We hear from God very often & ignore him; we would like him to solve the problem (lottery God) for us, rather than use what he has already given us. How often we say, I have nothing to give but this story (as well as the parables of Jesus) tells us that the Lord will take what he has already given to us – our talents, our gifts, our bodies, our finances, and he will increase these if we have the faith to trust him to take what we have and multiply it. These are promises.  The Lord doesn’t like it if we bury our talents in the ground! 

 

The lady who wrote letters to prisoners telling them about her faith; all I can do is to write a letter!  Then write one! She had a great ministry, because she trusted that the Lord had spoken to her and could use what she had already been given…

 

“As the body without the spirit is dead, so faith without deeds is dead!” (James 2)

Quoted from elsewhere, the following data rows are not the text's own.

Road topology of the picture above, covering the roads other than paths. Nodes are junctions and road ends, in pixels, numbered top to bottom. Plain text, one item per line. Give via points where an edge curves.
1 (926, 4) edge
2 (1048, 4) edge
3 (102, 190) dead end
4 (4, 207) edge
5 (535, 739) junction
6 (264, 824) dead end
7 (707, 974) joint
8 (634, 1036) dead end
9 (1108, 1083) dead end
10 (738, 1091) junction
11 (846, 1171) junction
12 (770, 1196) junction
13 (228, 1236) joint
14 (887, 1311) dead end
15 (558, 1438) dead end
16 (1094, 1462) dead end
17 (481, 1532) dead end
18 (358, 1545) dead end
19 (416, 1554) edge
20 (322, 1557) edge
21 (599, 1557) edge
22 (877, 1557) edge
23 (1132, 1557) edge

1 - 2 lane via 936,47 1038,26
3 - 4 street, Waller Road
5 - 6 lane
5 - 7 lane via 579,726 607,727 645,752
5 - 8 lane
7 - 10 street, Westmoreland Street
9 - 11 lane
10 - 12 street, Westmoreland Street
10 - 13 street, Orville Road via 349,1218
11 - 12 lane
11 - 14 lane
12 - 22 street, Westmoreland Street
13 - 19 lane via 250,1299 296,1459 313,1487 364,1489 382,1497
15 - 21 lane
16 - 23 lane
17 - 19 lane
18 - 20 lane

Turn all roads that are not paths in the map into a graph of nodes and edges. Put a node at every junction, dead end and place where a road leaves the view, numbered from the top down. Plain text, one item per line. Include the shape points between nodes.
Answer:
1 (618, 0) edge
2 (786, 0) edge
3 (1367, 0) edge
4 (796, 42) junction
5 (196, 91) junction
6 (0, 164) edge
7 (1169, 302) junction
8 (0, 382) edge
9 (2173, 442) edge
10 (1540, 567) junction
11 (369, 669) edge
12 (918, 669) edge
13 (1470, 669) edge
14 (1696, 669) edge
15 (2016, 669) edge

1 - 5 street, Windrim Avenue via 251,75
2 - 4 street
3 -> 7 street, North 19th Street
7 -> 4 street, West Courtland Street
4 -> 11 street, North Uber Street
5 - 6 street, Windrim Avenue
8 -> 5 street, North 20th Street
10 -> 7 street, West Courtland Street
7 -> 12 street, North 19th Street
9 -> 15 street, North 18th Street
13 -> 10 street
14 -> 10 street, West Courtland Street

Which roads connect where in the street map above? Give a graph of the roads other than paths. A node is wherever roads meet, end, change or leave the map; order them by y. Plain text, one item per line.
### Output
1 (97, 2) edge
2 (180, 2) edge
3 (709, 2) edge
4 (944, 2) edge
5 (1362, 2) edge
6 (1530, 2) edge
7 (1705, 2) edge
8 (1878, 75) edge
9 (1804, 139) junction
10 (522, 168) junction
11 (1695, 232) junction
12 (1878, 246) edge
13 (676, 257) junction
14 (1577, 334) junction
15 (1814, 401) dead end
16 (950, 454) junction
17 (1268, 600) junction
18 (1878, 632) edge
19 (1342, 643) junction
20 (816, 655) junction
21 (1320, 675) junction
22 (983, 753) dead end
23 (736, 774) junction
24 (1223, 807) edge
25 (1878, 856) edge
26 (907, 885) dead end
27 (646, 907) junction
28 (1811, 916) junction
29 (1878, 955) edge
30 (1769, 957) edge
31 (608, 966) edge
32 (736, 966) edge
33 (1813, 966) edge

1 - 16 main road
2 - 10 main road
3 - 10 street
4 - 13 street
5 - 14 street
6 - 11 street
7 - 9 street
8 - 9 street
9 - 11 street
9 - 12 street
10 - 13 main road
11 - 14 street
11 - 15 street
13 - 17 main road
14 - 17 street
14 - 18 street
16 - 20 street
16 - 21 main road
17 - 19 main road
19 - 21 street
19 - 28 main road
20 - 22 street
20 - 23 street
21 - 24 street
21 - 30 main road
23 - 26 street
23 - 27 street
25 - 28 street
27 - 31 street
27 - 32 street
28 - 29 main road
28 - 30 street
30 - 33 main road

Do it (like the widow) even if you don’t know how it will work.  In faith the widow got the jars; in faith they closed the door behind them…

  “Though it is the smallest of all your seeds, yet when it grows, it is the largest of garden plants and it becomes a tree...”  (Matthew 17:20)  “Who despises the day of small things?” (Not the Lord!)

 

God gives the work to human vessels but it is by God’s Spirit/Power that His work is accomplished. (Zech 4)

 Jeremiah 2:13: my people have dug their own cisterns, broken cisterns that can hold no water!

Quote: “I was never of any use until I realised that God never intended me to be a great man!”

 God supplies the water – all the plumbing can be in place, the pump but without a tank to store the water and a tap to direct/dispense it, all that power goes unused.  What the widow discovered was what we too discover: the oil is not in short supply but empty vessels are.

 

 “But we have this treasure in jars of clay, to show that this all-surpassing power is from God and not from us!” (2 Cor 4:7)

Though we are one Body, “we have different gifts, according to the GRACE GIVEN US…” it is not about the vessel but about the one who fills the vessel…

 

Billy Graham was asked why, as the most Spirit-filled of his generation, why he had to pray for the Holy Spirit, and he said, “Because I leak! Sometimes I am all dried up and need I always need to be filled”. 

 

The disciples were concerned because they were unable to cast out the demon: Jesus said this one needs prayer.  It is through prayer we receive the power. Jesus was not a magician! He had to pray too.  He submitted himself…

 

If the church has a problem it is not with a lack of provision from God but a lack of submission from us.  God wants to fill us but we need to be emptied to be filled; what is filling your life?  God will work if we allow him enough room for God. Don’t ask yourself, “How much of God do I have but how much of me does God have?”

 

On this Pentecost Day:

  • Remember the gift of the Spirit to you
  • Remember that God is asking: what do you have in your house
  • Remember by his grace and power God will bless even the little you do have
  • Remember you are vessels & to ask not how much of God you have but how much of you does God have?